Chantal.

Los lugares nos quitan y nos dan su fuerza. 

Quise volver a divisar mis propias murallas, mi ciudad interior, y derrumbar de nuevo sus almenas demasiado fortificadas. Quise sondear sus pozos de agua clara demasiado resguardados, abrir brechas en las torres demasiado erguidas, quebrantar sus bastiones, embestir sus puertas, violentar y escandalizar a sus habitantes. Todo estaba tan tranquilo, tan protegido, que empezaba a dar asco.

Las ciudades interiores se edifican alrededor del centro llegando a menudo a ocultarlo por completo. Nos asentamos en ellas, y nos dormimos. Las ciudades interiores son ciudades-dormitorio, ciudades-balneario, ciudades-fábrica, ciudades-estante u otras, ciudades que nos mecen, nos apremian, nos consuelan, que siempre, de mil maneras, nos confirman. Su material de construcción es el hábito. Reconocer es la consigna.

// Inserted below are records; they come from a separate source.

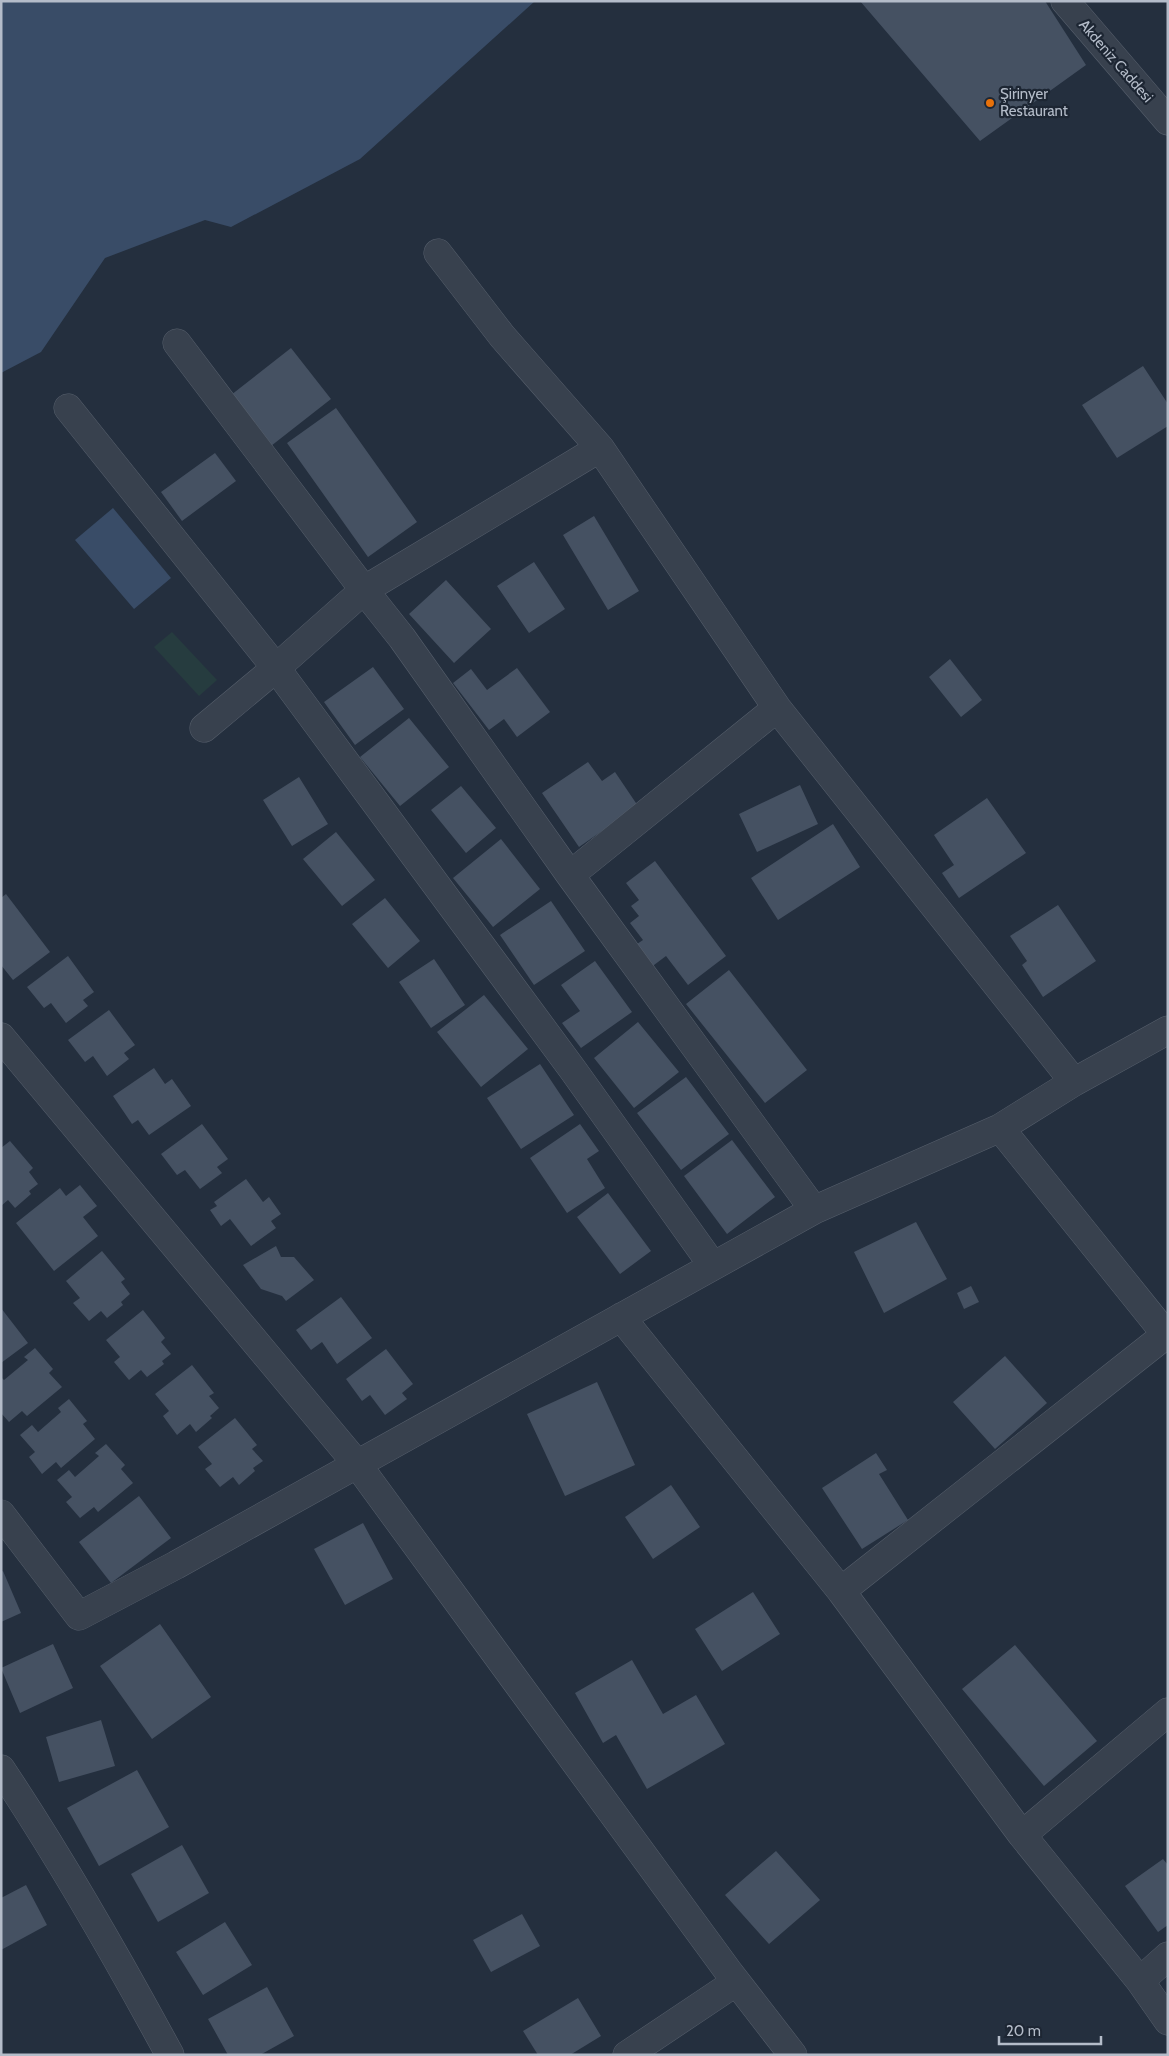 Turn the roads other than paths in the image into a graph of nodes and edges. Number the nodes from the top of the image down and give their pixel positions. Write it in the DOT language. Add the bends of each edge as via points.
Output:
graph roads {
  1 [pos="1065,1"];
  2 [pos="1168,121"];
  3 [pos="438,253"];
  4 [pos="177,343"];
  5 [pos="68,408"];
  6 [pos="600,448"];
  7 [pos="364,590"];
  8 [pos="276,668"];
  9 [pos="777,708"];
  10 [pos="204,728"];
  11 [pos="570,875"];
  12 [pos="1168,1030"];
  13 [pos="1,1037"];
  14 [pos="1074,1082"];
  15 [pos="1000,1128"];
  16 [pos="814,1210"];
  17 [pos="713,1266"];
  18 [pos="622,1317"];
  19 [pos="1167,1335"];
  20 [pos="357,1464"];
  21 [pos="1,1514"];
  22 [pos="841,1591"];
  23 [pos="1168,1712"];
  24 [pos="1,1769"];
  25 [pos="1022,1835"];
  26 [pos="1168,1956"];
  27 [pos="1140,1981"];
  28 [pos="736,1982"];
  29 [pos="1168,2021"];
  30 [pos="170,2055"];
  31 [pos="627,2055"];
  32 [pos="793,2055"];
  1 -- 2 [label="street, Akdeniz Caddesi"];
  3 -- 6 [label="street" via="502,336"];
  4 -- 7 [label="street"];
  5 -- 8 [label="street"];
  6 -- 7 [label="street"];
  6 -- 9 [label="street"];
  7 -- 8 [label="street"];
  7 -- 11 [label="street" via="402,638"];
  8 -- 10 [label="street"];
  8 -- 17 [label="street" via="573,1070"];
  9 -- 11 [label="street"];
  9 -- 14 [label="street"];
  11 -- 16 [label="street"];
  12 -- 14 [label="street"];
  13 -- 20 [label="street"];
  14 -- 15 [label="street"];
  15 -- 16 [label="street"];
  15 -- 19 [label="street"];
  16 -- 17 [label="street"];
  17 -- 18 [label="street"];
  18 -- 20 [label="street"];
  18 -- 22 [label="street"];
  19 -- 22 [label="street"];
  20 -- 21 [label="street" via="79,1616"];
  20 -- 28 [label="street"];
  22 -- 25 [label="street"];
  23 -- 25 [label="street"];
  24 -- 30 [label="street" via="109,1942"];
  25 -- 27 [label="street"];
  26 -- 27 [label="street"];
  27 -- 29 [label="street"];
  28 -- 31 [label="street"];
  28 -- 32 [label="street"];
} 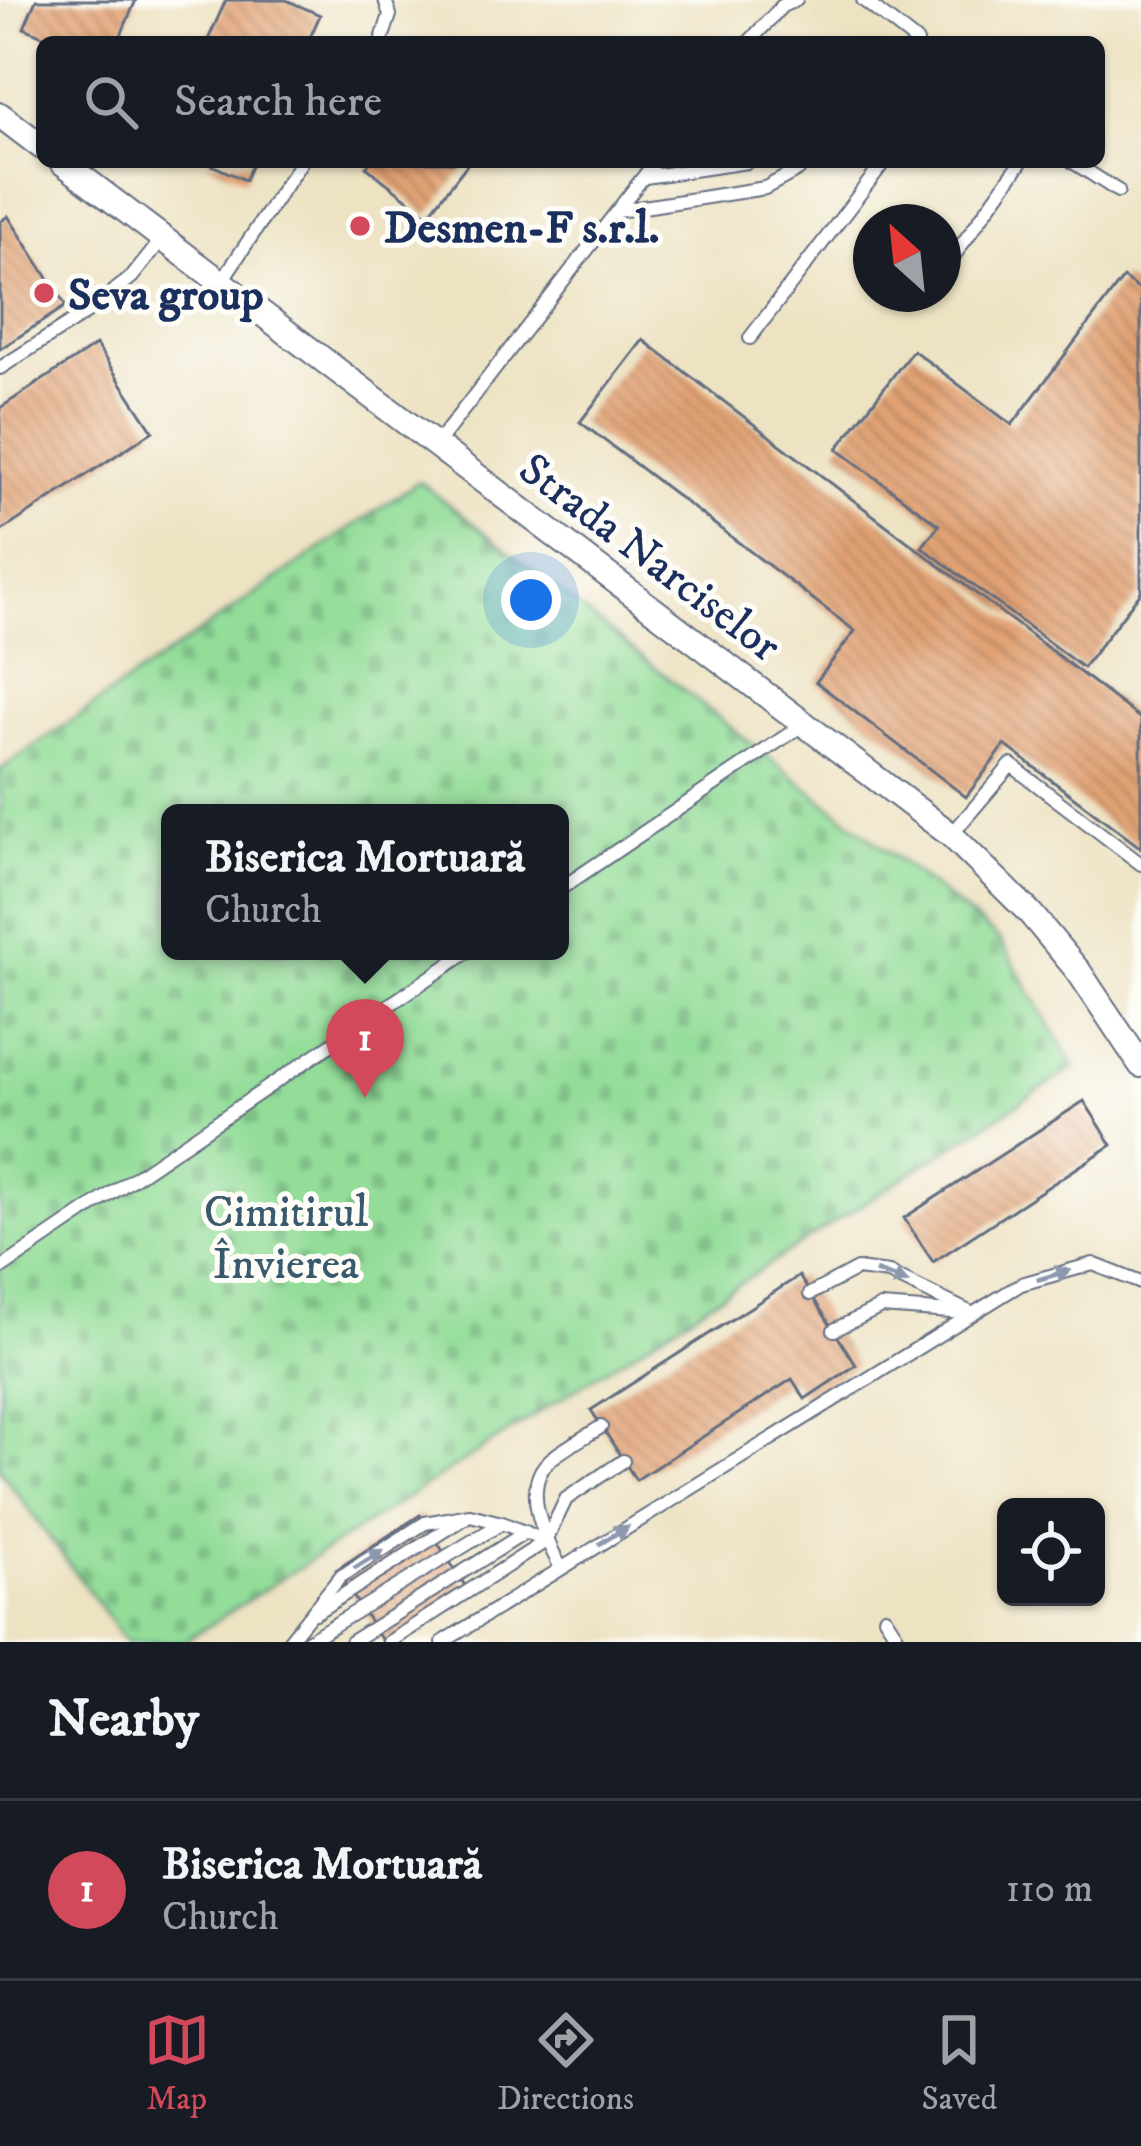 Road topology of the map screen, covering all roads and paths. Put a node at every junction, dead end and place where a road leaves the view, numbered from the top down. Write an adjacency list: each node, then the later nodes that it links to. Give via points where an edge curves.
1 (385, 0): 5 (lane)
2 (796, 0): 6 (lane)
3 (862, 0): 4 (lane)
4 (896, 26): 7 (lane); 8 (lane)
5 (383, 36)
6 (754, 36)
7 (889, 36)
8 (909, 36)
9 (0, 115): 10 (street)
10 (36, 142)
11 (70, 168): 22 (street, Strada Narciselor)
12 (297, 168): 24 (lane)
13 (651, 168): 19 (lane)
14 (706, 168): 19 (lane)
15 (800, 168): 21 (lane, via 765,188)
16 (879, 168): 25 (lane)
17 (1017, 168): 23 (lane)
18 (1082, 168): 20 (lane)
19 (644, 177): 21 (lane)
20 (1118, 191)
21 (617, 212): 27 (lane)
22 (163, 238): 24 (street, Strada Narciselor); 26 (lane, via 132,277)
23 (961, 246)
24 (221, 282): 27 (street, Strada Narciselor)
25 (750, 338)
26 (0, 368)
27 (436, 445): 28 (street, Strada Narciselor)
28 (803, 724): 29 (street, Strada Narciselor); 31 (lane)
29 (950, 835): 30 (lane, via 1011,765); 33 (street, Strada Narciselor, via 1079,972)
30 (1141, 864)
31 (569, 883)
32 (456, 960): 34 (lane)
33 (1141, 1065)
34 (0, 1269)
35 (1141, 1283): 37 (lane, one-way to 35, via 1022,1284 1093,1264)
36 (810, 1294): 37 (lane, one-way to 37, via 857,1269 889,1273)
37 (973, 1314): 38 (lane, via 880,1307); 44 (lane, one-way to 37)
38 (834, 1330)
39 (602, 1426): 43 (lane, via 547,1462 535,1491)
40 (623, 1461): 43 (lane, via 566,1499)
41 (502, 1523): 42 (lane); 46 (lane, one-way to 41, via 340,1576 425,1523 470,1515); 47 (lane)
42 (526, 1532): 43 (lane); 48 (lane)
43 (546, 1541): 44 (lane); 49 (lane)
44 (561, 1568): 50 (lane)
45 (885, 1617): 51 (lane)
46 (288, 1642)
47 (306, 1642)
48 (351, 1642)
49 (389, 1642)
50 (443, 1642)
51 (901, 1642)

Por eso, para que tiemble la habitante de la ciudad interior, es menester destrozar el paisaje y quebrantar las costumbres, confundirle hasta que el cansancio le derrumbe, hasta que se quiebren sus planteamientos más sólidos, sus más estoicas propuestas, se disuelvan sus expectativas más remotas y su paciencia, y el ánimo más severo se contraiga ante la perspectiva de un nuevo combate.

Arrasar las ciudades interiores es función del enemigo, aquel que posee la fuerza del vacío, el único capaz de convertirnos en lugar de fuerza. Pactar con el enemigo es ya, casi, obtener la victoria.